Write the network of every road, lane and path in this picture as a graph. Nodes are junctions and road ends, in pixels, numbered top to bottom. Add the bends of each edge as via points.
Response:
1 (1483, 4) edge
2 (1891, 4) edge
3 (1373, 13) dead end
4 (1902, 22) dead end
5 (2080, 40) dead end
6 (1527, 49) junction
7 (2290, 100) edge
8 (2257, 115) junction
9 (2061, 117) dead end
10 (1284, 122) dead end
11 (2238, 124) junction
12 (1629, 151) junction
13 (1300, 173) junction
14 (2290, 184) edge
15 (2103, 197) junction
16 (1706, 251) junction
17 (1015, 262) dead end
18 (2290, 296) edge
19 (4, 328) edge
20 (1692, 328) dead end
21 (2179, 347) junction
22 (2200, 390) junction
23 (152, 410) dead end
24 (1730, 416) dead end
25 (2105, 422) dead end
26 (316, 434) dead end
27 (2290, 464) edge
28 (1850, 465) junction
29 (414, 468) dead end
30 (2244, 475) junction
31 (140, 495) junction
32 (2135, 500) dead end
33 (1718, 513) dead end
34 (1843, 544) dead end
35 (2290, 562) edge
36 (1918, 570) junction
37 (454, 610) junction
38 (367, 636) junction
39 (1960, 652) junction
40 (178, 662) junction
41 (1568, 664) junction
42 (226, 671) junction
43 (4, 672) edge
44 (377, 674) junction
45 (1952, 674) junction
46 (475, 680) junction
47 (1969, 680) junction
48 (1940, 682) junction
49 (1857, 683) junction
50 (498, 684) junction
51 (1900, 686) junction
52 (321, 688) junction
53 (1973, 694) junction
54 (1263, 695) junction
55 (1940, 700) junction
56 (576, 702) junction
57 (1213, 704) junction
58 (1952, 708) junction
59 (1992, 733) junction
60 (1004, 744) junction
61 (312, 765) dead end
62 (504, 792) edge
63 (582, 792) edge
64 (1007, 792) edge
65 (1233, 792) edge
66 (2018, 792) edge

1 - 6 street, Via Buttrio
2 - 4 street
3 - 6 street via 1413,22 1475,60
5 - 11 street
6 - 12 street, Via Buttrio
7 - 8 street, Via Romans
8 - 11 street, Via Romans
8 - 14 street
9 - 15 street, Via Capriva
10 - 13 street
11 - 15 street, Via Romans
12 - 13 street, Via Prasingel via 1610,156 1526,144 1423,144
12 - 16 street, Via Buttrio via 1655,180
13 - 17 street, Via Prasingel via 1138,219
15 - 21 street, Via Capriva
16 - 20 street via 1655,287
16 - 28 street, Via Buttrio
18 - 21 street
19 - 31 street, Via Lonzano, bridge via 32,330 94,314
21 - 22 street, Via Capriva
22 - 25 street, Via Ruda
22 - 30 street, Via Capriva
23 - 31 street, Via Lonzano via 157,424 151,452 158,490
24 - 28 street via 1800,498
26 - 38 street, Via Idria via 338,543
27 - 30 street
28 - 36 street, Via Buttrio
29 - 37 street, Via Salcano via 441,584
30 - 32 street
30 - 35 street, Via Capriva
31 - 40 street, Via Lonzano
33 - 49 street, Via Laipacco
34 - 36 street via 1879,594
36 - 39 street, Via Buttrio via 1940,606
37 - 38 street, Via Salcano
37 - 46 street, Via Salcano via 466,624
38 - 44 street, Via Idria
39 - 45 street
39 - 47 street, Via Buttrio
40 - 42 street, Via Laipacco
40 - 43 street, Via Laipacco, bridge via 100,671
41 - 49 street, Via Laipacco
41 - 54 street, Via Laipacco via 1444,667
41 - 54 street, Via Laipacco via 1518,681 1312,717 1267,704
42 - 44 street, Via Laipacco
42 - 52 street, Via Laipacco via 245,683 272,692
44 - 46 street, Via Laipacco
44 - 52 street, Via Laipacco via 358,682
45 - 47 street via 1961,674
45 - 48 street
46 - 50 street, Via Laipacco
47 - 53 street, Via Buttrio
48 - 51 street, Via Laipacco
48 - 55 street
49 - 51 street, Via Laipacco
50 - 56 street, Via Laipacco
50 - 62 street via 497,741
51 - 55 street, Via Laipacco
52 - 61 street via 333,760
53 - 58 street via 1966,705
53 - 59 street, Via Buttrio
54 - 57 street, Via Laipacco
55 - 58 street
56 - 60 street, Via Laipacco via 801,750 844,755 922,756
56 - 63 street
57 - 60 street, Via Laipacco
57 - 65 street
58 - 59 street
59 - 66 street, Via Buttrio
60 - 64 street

:: WHAT IS REQUIRED ::
The whole listing is needed again, word for word.

:: FINISHED TASK ::
Write the network of every road, lane and path in this picture as a graph. Nodes are junctions and road ends, in pixels, numbered top to bottom. Add the bends of each edge as via points.
Response:
1 (1483, 4) edge
2 (1891, 4) edge
3 (1373, 13) dead end
4 (1902, 22) dead end
5 (2080, 40) dead end
6 (1527, 49) junction
7 (2290, 100) edge
8 (2257, 115) junction
9 (2061, 117) dead end
10 (1284, 122) dead end
11 (2238, 124) junction
12 (1629, 151) junction
13 (1300, 173) junction
14 (2290, 184) edge
15 (2103, 197) junction
16 (1706, 251) junction
17 (1015, 262) dead end
18 (2290, 296) edge
19 (4, 328) edge
20 (1692, 328) dead end
21 (2179, 347) junction
22 (2200, 390) junction
23 (152, 410) dead end
24 (1730, 416) dead end
25 (2105, 422) dead end
26 (316, 434) dead end
27 (2290, 464) edge
28 (1850, 465) junction
29 (414, 468) dead end
30 (2244, 475) junction
31 (140, 495) junction
32 (2135, 500) dead end
33 (1718, 513) dead end
34 (1843, 544) dead end
35 (2290, 562) edge
36 (1918, 570) junction
37 (454, 610) junction
38 (367, 636) junction
39 (1960, 652) junction
40 (178, 662) junction
41 (1568, 664) junction
42 (226, 671) junction
43 (4, 672) edge
44 (377, 674) junction
45 (1952, 674) junction
46 (475, 680) junction
47 (1969, 680) junction
48 (1940, 682) junction
49 (1857, 683) junction
50 (498, 684) junction
51 (1900, 686) junction
52 (321, 688) junction
53 (1973, 694) junction
54 (1263, 695) junction
55 (1940, 700) junction
56 (576, 702) junction
57 (1213, 704) junction
58 (1952, 708) junction
59 (1992, 733) junction
60 (1004, 744) junction
61 (312, 765) dead end
62 (504, 792) edge
63 (582, 792) edge
64 (1007, 792) edge
65 (1233, 792) edge
66 (2018, 792) edge

1 - 6 street, Via Buttrio
2 - 4 street
3 - 6 street via 1413,22 1475,60
5 - 11 street
6 - 12 street, Via Buttrio
7 - 8 street, Via Romans
8 - 11 street, Via Romans
8 - 14 street
9 - 15 street, Via Capriva
10 - 13 street
11 - 15 street, Via Romans
12 - 13 street, Via Prasingel via 1610,156 1526,144 1423,144
12 - 16 street, Via Buttrio via 1655,180
13 - 17 street, Via Prasingel via 1138,219
15 - 21 street, Via Capriva
16 - 20 street via 1655,287
16 - 28 street, Via Buttrio
18 - 21 street
19 - 31 street, Via Lonzano, bridge via 32,330 94,314
21 - 22 street, Via Capriva
22 - 25 street, Via Ruda
22 - 30 street, Via Capriva
23 - 31 street, Via Lonzano via 157,424 151,452 158,490
24 - 28 street via 1800,498
26 - 38 street, Via Idria via 338,543
27 - 30 street
28 - 36 street, Via Buttrio
29 - 37 street, Via Salcano via 441,584
30 - 32 street
30 - 35 street, Via Capriva
31 - 40 street, Via Lonzano
33 - 49 street, Via Laipacco
34 - 36 street via 1879,594
36 - 39 street, Via Buttrio via 1940,606
37 - 38 street, Via Salcano
37 - 46 street, Via Salcano via 466,624
38 - 44 street, Via Idria
39 - 45 street
39 - 47 street, Via Buttrio
40 - 42 street, Via Laipacco
40 - 43 street, Via Laipacco, bridge via 100,671
41 - 49 street, Via Laipacco
41 - 54 street, Via Laipacco via 1444,667
41 - 54 street, Via Laipacco via 1518,681 1312,717 1267,704
42 - 44 street, Via Laipacco
42 - 52 street, Via Laipacco via 245,683 272,692
44 - 46 street, Via Laipacco
44 - 52 street, Via Laipacco via 358,682
45 - 47 street via 1961,674
45 - 48 street
46 - 50 street, Via Laipacco
47 - 53 street, Via Buttrio
48 - 51 street, Via Laipacco
48 - 55 street
49 - 51 street, Via Laipacco
50 - 56 street, Via Laipacco
50 - 62 street via 497,741
51 - 55 street, Via Laipacco
52 - 61 street via 333,760
53 - 58 street via 1966,705
53 - 59 street, Via Buttrio
54 - 57 street, Via Laipacco
55 - 58 street
56 - 60 street, Via Laipacco via 801,750 844,755 922,756
56 - 63 street
57 - 60 street, Via Laipacco
57 - 65 street
58 - 59 street
59 - 66 street, Via Buttrio
60 - 64 street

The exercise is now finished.